** Opening GIVEN RECORDS block **

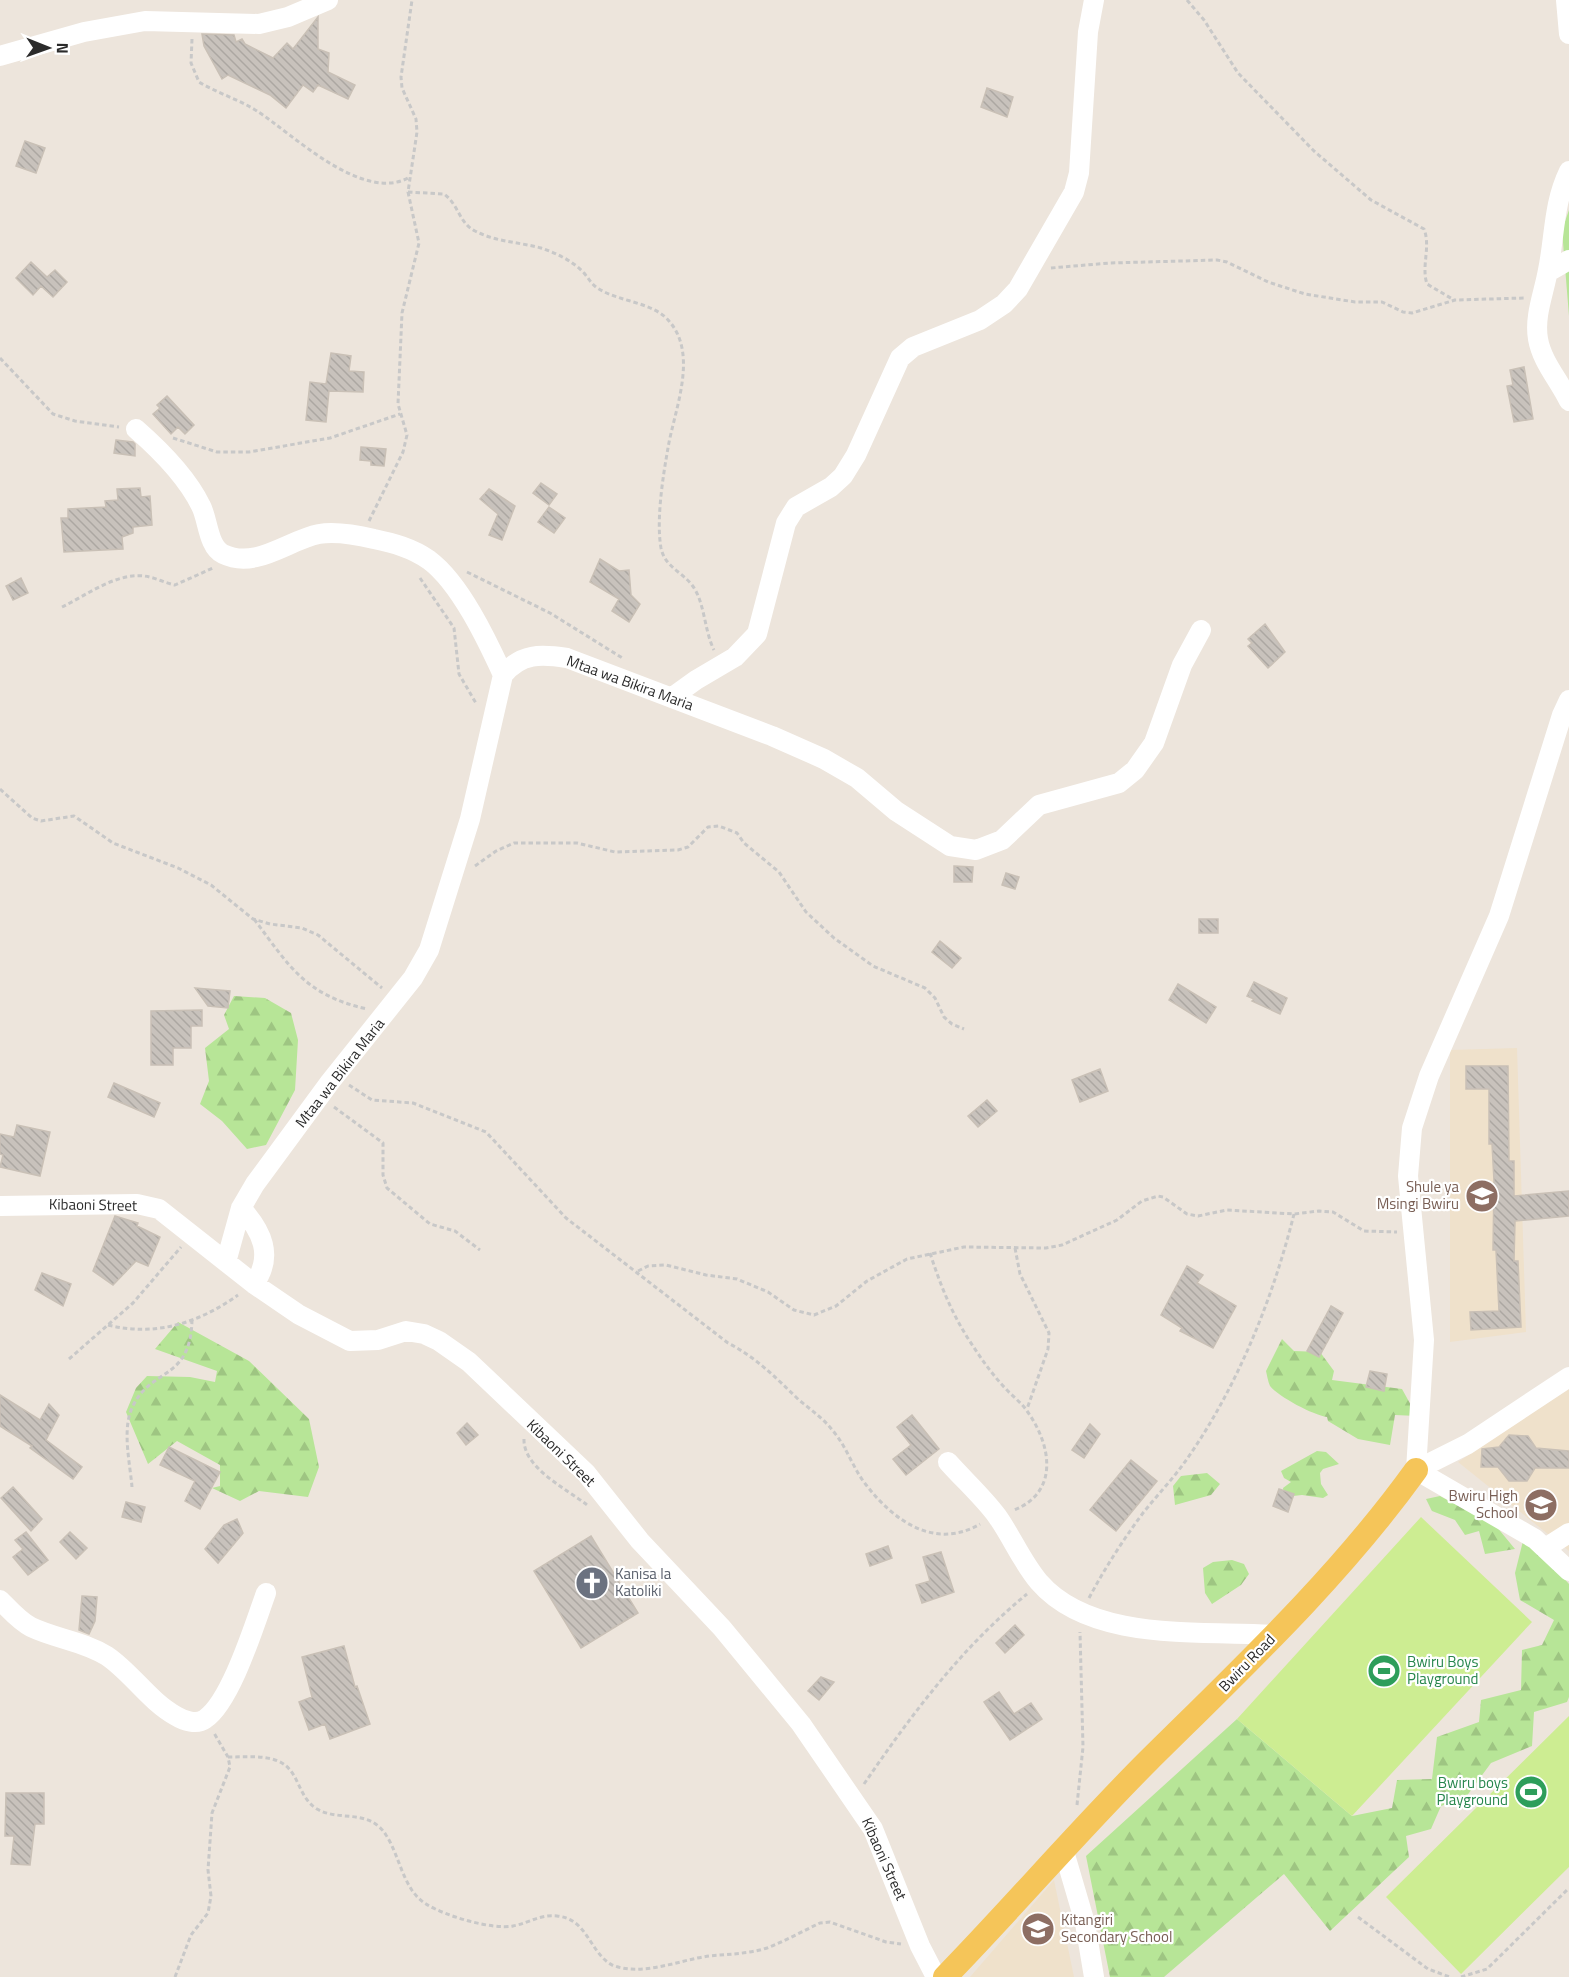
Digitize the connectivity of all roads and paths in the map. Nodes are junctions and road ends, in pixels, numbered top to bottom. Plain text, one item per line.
1 (328, 0) edge
2 (412, 0) edge
3 (1094, 0) edge
4 (1187, 0) edge
5 (1566, 0) edge
6 (196, 22) junction
7 (1569, 34) edge
8 (0, 56) edge
9 (1569, 171) edge
10 (410, 177) junction
11 (408, 192) junction
12 (1569, 260) edge
13 (1028, 270) junction
14 (1548, 272) junction
15 (1541, 297) junction
16 (1455, 300) junction
17 (0, 358) edge
18 (1569, 401) edge
19 (400, 414) junction
20 (136, 429) joint
21 (168, 436) dead end
22 (362, 536) junction
23 (230, 557) junction
24 (423, 567) junction
25 (62, 607) dead end
26 (1201, 630) dead end
27 (627, 661) dead end
28 (721, 664) junction
29 (503, 675) junction
30 (671, 698) junction
31 (1569, 700) edge
32 (478, 709) dead end
33 (0, 789) edge
34 (474, 867) dead end
35 (254, 919) junction
36 (391, 1007) junction
37 (964, 1029) dead end
38 (325, 1089) junction
39 (0, 1206) edge
40 (241, 1208) junction
41 (1294, 1214) junction
42 (1414, 1229) junction
43 (192, 1235) junction
44 (1015, 1248) junction
45 (480, 1250) dead end
46 (930, 1253) junction
47 (226, 1262) junction
48 (637, 1271) junction
49 (254, 1284) junction
50 (192, 1321) junction
51 (108, 1325) junction
52 (69, 1359) dead end
53 (1569, 1377) edge
54 (1026, 1410) junction
55 (527, 1419) junction
56 (948, 1462) dead end
57 (1416, 1470) junction
58 (132, 1486) dead end
59 (996, 1514) junction
60 (621, 1517) junction
61 (1569, 1533) edge
62 (1547, 1547) junction
63 (1569, 1571) edge
64 (1040, 1583) junction
65 (266, 1593) dead end
66 (0, 1600) edge
67 (1081, 1613) junction
68 (1274, 1635) junction
69 (204, 1720) junction
70 (228, 1757) junction
71 (855, 1798) junction
72 (1069, 1843) junction
73 (1569, 1888) edge
74 (1358, 1917) dead end
75 (920, 1946) junction
76 (174, 1977) edge
77 (936, 1977) edge
78 (945, 1977) edge
79 (1094, 1977) edge
80 (1450, 1977) edge
81 (1461, 1977) edge

1 - 6 street
2 - 10 path
3 - 13 street
4 - 16 path
5 - 7 street
6 - 8 street
6 - 10 path
9 - 14 street
10 - 11 path
11 - 19 path
11 - 28 path
12 - 14 street
13 - 16 path
13 - 28 street
14 - 15 street
15 - 16 path
15 - 18 street
17 - 20 path
19 - 21 path
19 - 22 path
20 - 23 street
22 - 23 street
22 - 24 street
23 - 25 path
24 - 27 path
24 - 29 street
24 - 32 path
26 - 30 street, Mtaa wa Bikira Maria
28 - 30 street
29 - 30 street, Mtaa wa Bikira Maria
29 - 36 street, Mtaa wa Bikira Maria
31 - 42 street
33 - 35 path
34 - 37 path
35 - 36 path
35 - 36 path
36 - 38 street, Mtaa wa Bikira Maria
38 - 40 street, Mtaa wa Bikira Maria
38 - 45 path
38 - 48 path
39 - 43 street, Kibaoni Street
40 - 47 street, Mtaa wa Bikira Maria
40 - 49 street
41 - 42 path
41 - 44 path
41 - 67 path
42 - 57 street
43 - 47 street, Kibaoni Street
43 - 51 path
44 - 46 path
44 - 54 path
46 - 48 path
46 - 54 path
47 - 49 street, Kibaoni Street
48 - 59 path
49 - 50 path
49 - 55 street, Kibaoni Street
50 - 51 path
50 - 58 path
51 - 52 path
53 - 57 street, Bwiru Road
54 - 59 path
55 - 60 street, Kibaoni Street
55 - 60 path
56 - 59 street
57 - 62 street
57 - 68 main road, Bwiru Road
59 - 64 street
60 - 71 street, Kibaoni Street
61 - 62 street
62 - 63 street
64 - 67 street
64 - 71 path
65 - 69 street
66 - 69 street
67 - 68 street
67 - 72 path
68 - 72 main road, Bwiru Road
69 - 70 path
70 - 75 path
70 - 76 path
71 - 75 street, Kibaoni Street
72 - 78 main road, Bwiru Road
72 - 79 street
73 - 81 path
74 - 80 path
75 - 77 street, Kibaoni Street

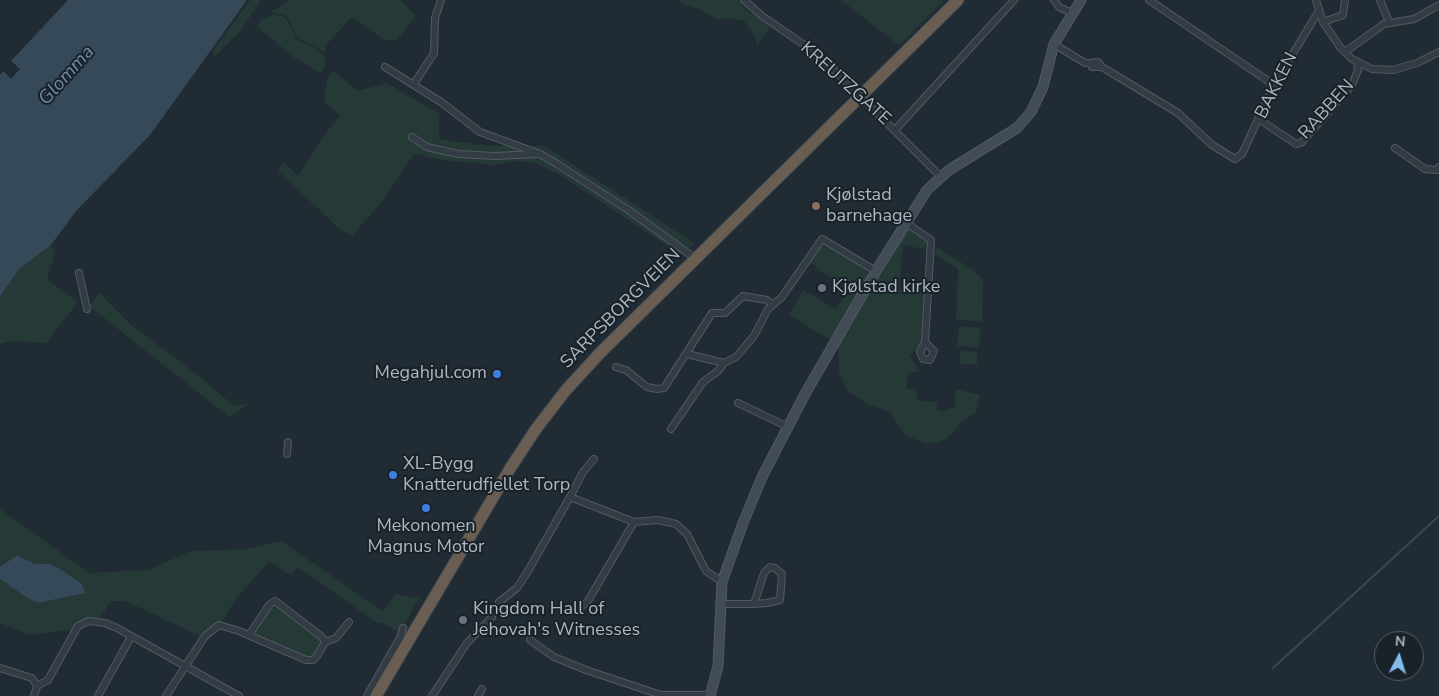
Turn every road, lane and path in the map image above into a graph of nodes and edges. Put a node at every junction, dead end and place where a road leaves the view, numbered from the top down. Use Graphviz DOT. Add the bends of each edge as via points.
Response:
graph roads {
  1 [pos="441,0"];
  2 [pos="744,0"];
  3 [pos="958,0"];
  4 [pos="1014,0"];
  5 [pos="1054,0"];
  6 [pos="1081,0"];
  7 [pos="1149,0"];
  8 [pos="1316,0"];
  9 [pos="1345,0"];
  10 [pos="1380,0"];
  11 [pos="1439,5"];
  12 [pos="1318,12"];
  13 [pos="1072,13"];
  14 [pos="1323,22"];
  15 [pos="1389,22"];
  16 [pos="1054,44"];
  17 [pos="1345,52"];
  18 [pos="1439,52"];
  19 [pos="1357,62"];
  20 [pos="385,67"];
  21 [pos="414,84"];
  22 [pos="1274,85"];
  23 [pos="860,96"];
  24 [pos="1260,120"];
  25 [pos="895,130"];
  26 [pos="412,137"];
  27 [pos="1395,148"];
  28 [pos="540,154"];
  29 [pos="1439,167"];
  30 [pos="940,176"];
  31 [pos="905,222"];
  32 [pos="696,259"];
  33 [pos="876,271"];
  34 [pos="79,273"];
  35 [pos="772,304"];
  36 [pos="87,309"];
  37 [pos="925,342"];
  38 [pos="687,354"];
  39 [pos="724,362"];
  40 [pos="616,367"];
  41 [pos="738,403"];
  42 [pos="788,426"];
  43 [pos="671,429"];
  44 [pos="288,442"];
  45 [pos="287,454"];
  46 [pos="594,459"];
  47 [pos="570,497"];
  48 [pos="634,522"];
  49 [pos="722,582"];
  50 [pos="499,602"];
  51 [pos="719,604"];
  52 [pos="754,604"];
  53 [pos="582,606"];
  54 [pos="492,617"];
  55 [pos="349,622"];
  56 [pos="403,628"];
  57 [pos="249,634"];
  58 [pos="131,637"];
  59 [pos="530,640"];
  60 [pos="325,642"];
  61 [pos="185,666"];
  62 [pos="0,668"];
  63 [pos="37,686"];
  64 [pos="482,689"];
  65 [pos="34,696"];
  66 [pos="98,696"];
  67 [pos="166,696"];
  68 [pos="239,696"];
  69 [pos="367,696"];
  70 [pos="376,696"];
  71 [pos="432,696"];
  72 [pos="478,696"];
  73 [pos="710,696"];
  1 -- 21 [label="street" via="435,18 434,53"];
  2 -- 23 [label="street, KREUTZGATE" via="803,44"];
  3 -- 23 [label="highway, SARPSBORGVEIEN"];
  4 -- 25 [label="street"];
  5 -- 13 [label="street" via="1059,7"];
  6 -- 13 [label="street"];
  7 -- 22 [label="street"];
  8 -- 12 [label="street"];
  9 -- 14 [label="street" via="1343,15"];
  10 -- 15 [label="street"];
  11 -- 15 [label="street" via="1414,19"];
  12 -- 14 [label="street"];
  12 -- 22 [label="street, BAKKEN"];
  13 -- 16 [label="street"];
  14 -- 17 [label="street"];
  15 -- 17 [label="street"];
  16 -- 24 [label="street, BAKKEN" via="1085,63 1095,61 1178,113 1212,145 1235,159 1242,154"];
  16 -- 30 [label="street" via="1040,94 1024,122"];
  17 -- 19 [label="street"];
  18 -- 19 [label="street" via="1417,63 1386,71"];
  19 -- 24 [label="street, RABBEN" via="1358,70 1352,85 1301,143 1296,144"];
  20 -- 21 [label="street"];
  21 -- 28 [label="street" via="480,132"];
  22 -- 24 [label="street, BAKKEN"];
  23 -- 25 [label="street, KREUTZGATE"];
  23 -- 32 [label="highway, SARPSBORGVEIEN"];
  25 -- 30 [label="street, KREUTZGATE"];
  26 -- 28 [label="street" via="426,147 458,154"];
  27 -- 29 [label="street" via="1425,169 1437,170"];
  28 -- 32 [label="street" via="627,209"];
  30 -- 31 [label="street"];
  31 -- 33 [label="street"];
  31 -- 37 [label="street" via="931,240"];
  32 -- 70 [label="highway, SARPSBORGVEIEN" via="595,358 536,429 489,502"];
  33 -- 35 [label="street" via="822,239 782,297"];
  33 -- 42 [label="street"];
  34 -- 36 [label="street"];
  35 -- 38 [label="street" via="743,296 725,313 712,313"];
  35 -- 39 [label="street" via="754,336 736,357"];
  38 -- 39 [label="street"];
  38 -- 40 [label="street" via="664,388 646,387 626,370"];
  39 -- 43 [label="street" via="703,382"];
  41 -- 42 [label="street"];
  42 -- 49 [label="street" via="746,515"];
  44 -- 45 [label="street"];
  46 -- 47 [label="street"];
  47 -- 48 [label="street"];
  47 -- 50 [label="street" via="517,588"];
  48 -- 49 [label="street" via="658,520 676,524 687,534 706,571"];
  48 -- 53 [label="street"];
  49 -- 51 [label="street"];
  51 -- 52 [label="street"];
  51 -- 73 [label="street" via="718,666"];
  52 -- 52 [label="street" via="780,600 782,574 775,568 770,567 764,573"];
  54 -- 71 [label="street" via="467,643"];
  55 -- 60 [label="street" via="336,638"];
  56 -- 69 [label="street"];
  57 -- 60 [label="street" via="306,660 313,660"];
  57 -- 60 [label="street" via="275,601"];
  57 -- 61 [label="street" via="225,625 214,627"];
  58 -- 61 [label="street"];
  58 -- 63 [label="street" via="105,623 89,621 78,626 48,680"];
  58 -- 66 [label="street"];
  59 -- 73 [label="street" via="554,656 586,670 661,695"];
  61 -- 67 [label="street"];
  61 -- 68 [label="street"];
  62 -- 63 [label="street" via="32,678"];
  63 -- 65 [label="street"];
  64 -- 72 [label="street"];
}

** Closing GIVEN RECORDS block **

■ PROBLEM STATEMENT:
Scan the lines above for the word "graph" and copy every one where it occurs.

■ YOUR RESPONSE:
Turn every road, lane and path in the map image above into a graph of nodes and edges. Put a node at every junction, dead end and place where a road leaves the view, numbered from the top down. Use Graphviz DOT. Add the bends of each edge as via points.
graph roads {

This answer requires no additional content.